4.3 Monitor GPU Utilization

# Get node name
export NODE=$(kubectl get pod $POD -o jsonpath='{.spec.nodeName}')

# Run nvidia-smi monitoring
kubectl run gpu-monitor --rm -it \
  --image=nvidia/cuda:12.2.0-base-ubuntu22.04 \
  --overrides="{
    \"spec\": {
      \"nodeSelector\": {\"kubernetes.io/hostname\": \"$NODE\"},
      \"tolerations\": [{\"key\": \"nvidia.com/gpu\", \"operator\": \"Exists\"}]
    }
  }" \
  -- watch -n 1 nvidia-smi

# In another terminal, send requests
for i in {1..10}; do
  curl -X POST http://localhost:8080/v1/chat/completions \
    -H "Content-Type: application/json" \
    -d '{"messages": [{"role": "user", "content": "Count to 50"}], "max_tokens": 200}' &
done

Expected GPU Utilization:

  • Both GPU0 and GPU1 should show 70-90% SM utilization
  • Memory usage should be balanced across both GPUs
  • Temperature: 55-75°C under load

Step 5: Validate Success Criteria

Success Checklist (from Issue #2)

  • Controller generates correct args:

    kubectl get pod $POD -o jsonpath='{.spec.containers[*].args}' | grep tensor-split
    # Should see: --tensor-split 1,1
  • 2 GPUs allocated:

    kubectl get pod $POD -o jsonpath='{.spec.containers[0].resources.limits.nvidia\.com/gpu}'
    # Should show: 2
  • Layers distributed across GPUs:

    kubectl logs $POD | grep "offloaded"
    # Should see: "offloaded X/X layers to GPU"
  • Performance target met:

    • Token generation: >40 tok/s (target from Issue #2)
    • Latency: <2s for 100-token completion
  • Both GPUs utilized:

    • nvidia-smi shows >70% utilization on both GPUs during inference

Step 6: Cleanup

Save Costs!

IMPORTANT: GPU nodes are expensive.
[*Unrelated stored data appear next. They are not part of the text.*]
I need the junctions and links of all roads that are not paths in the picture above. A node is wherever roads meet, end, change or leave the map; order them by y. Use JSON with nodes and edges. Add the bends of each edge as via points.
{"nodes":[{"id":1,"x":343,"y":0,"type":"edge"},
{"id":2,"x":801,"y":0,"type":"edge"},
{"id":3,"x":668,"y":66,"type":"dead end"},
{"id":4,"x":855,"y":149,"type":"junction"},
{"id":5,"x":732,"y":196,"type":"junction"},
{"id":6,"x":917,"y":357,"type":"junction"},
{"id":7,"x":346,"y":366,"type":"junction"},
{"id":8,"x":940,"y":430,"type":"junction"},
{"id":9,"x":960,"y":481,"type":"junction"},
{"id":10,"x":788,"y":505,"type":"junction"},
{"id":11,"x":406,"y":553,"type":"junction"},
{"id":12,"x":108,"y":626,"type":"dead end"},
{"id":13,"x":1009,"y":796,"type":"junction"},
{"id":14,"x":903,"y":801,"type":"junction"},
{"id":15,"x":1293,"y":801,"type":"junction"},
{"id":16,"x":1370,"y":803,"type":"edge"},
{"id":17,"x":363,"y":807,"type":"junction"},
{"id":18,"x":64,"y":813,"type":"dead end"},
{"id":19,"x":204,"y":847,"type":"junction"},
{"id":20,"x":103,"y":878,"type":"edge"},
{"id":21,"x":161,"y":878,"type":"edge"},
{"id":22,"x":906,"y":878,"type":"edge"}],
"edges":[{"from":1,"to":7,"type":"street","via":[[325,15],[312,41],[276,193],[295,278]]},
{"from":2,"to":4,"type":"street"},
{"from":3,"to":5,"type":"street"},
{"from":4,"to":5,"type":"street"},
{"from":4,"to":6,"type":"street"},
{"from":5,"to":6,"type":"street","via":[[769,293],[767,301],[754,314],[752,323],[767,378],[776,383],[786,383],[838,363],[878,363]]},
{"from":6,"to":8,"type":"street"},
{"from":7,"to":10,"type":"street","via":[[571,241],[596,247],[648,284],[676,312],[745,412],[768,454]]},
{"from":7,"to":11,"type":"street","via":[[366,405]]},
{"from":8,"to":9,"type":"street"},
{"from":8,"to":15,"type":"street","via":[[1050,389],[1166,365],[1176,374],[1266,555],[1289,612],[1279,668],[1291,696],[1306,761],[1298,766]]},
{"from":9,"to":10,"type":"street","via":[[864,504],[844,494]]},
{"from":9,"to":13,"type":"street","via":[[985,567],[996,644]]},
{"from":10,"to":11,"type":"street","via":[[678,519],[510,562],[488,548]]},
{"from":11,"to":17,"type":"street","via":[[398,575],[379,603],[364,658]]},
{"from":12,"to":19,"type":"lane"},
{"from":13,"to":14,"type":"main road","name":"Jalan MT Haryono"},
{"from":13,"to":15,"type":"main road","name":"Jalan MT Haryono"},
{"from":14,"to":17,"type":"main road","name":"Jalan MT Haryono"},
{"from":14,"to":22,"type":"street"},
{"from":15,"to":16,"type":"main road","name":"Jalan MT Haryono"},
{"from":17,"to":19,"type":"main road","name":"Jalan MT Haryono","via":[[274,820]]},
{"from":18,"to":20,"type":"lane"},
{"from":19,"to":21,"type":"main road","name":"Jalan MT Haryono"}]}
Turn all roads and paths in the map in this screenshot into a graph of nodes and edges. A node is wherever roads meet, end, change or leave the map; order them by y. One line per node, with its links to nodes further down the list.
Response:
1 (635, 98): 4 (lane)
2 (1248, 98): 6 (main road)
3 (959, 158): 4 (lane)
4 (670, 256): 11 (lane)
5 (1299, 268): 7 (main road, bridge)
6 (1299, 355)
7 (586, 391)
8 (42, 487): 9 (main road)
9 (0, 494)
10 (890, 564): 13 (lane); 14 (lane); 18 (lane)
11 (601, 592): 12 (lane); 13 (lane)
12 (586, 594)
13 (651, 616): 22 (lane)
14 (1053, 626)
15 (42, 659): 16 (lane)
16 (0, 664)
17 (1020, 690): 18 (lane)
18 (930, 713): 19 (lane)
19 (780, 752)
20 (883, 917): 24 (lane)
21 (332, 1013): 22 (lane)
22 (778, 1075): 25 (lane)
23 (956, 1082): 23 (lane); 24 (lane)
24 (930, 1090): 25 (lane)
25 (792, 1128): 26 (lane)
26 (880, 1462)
Always cleanup when done!

Option A: Destroy Entire Cluster (Recommended)

cd terraform/gke
terraform destroy
# Type: yes

Option B: Keep Cluster, Remove Workloads

# Delete inference service and model
kubectl delete inferenceservice llama-13b-multi-gpu-service
kubectl delete model llama-13b-multi-gpu

# Cluster will auto-scale GPU nodes to 0 (if min_gpu_nodes=0)

Verify Cleanup

# Check GPU nodes are gone or scaled down
kubectl get nodes -l cloud.google.com/gke-nodepool=gpu-pool

# Verify in GCP Console
# https://console.cloud.google.com/kubernetes/list

Troubleshooting

Pod Stuck in Pending

kubectl describe pod $POD | grep -A 10 Events

# Common issues:
# - "Insufficient nvidia.com/gpu": Wait for node to scale up (2-3 min)
# - "node(s) didn't match": No nodes with 2 GPUs available

Solution: Check GPU quota and node pool configuration

Layers Not Distributed

kubectl logs $POD | grep "offloaded"
# If showing 0 layers offloaded:

Checks:

  1. Verify CUDA image: kubectl get pod $POD -o jsonpath='{.spec.containers[0].image}'
  2. Check args: kubectl get pod $POD -o jsonpath='{.spec.containers[*].args}'
  3. Verify GPU allocated: kubectl describe pod $POD | grep nvidia.com/gpu

Poor Performance

If performance is below target (40 tok/s):

# Check actual GPU utilization
kubectl exec $POD -- nvidia-smi

# If one GPU at 100% and other low:
# - Tensor split may be imbalanced
# - Model may not support multi-GPU well
# - Check llama.cpp compatibility

Out of Memory

kubectl logs $POD | grep -i "out of memory"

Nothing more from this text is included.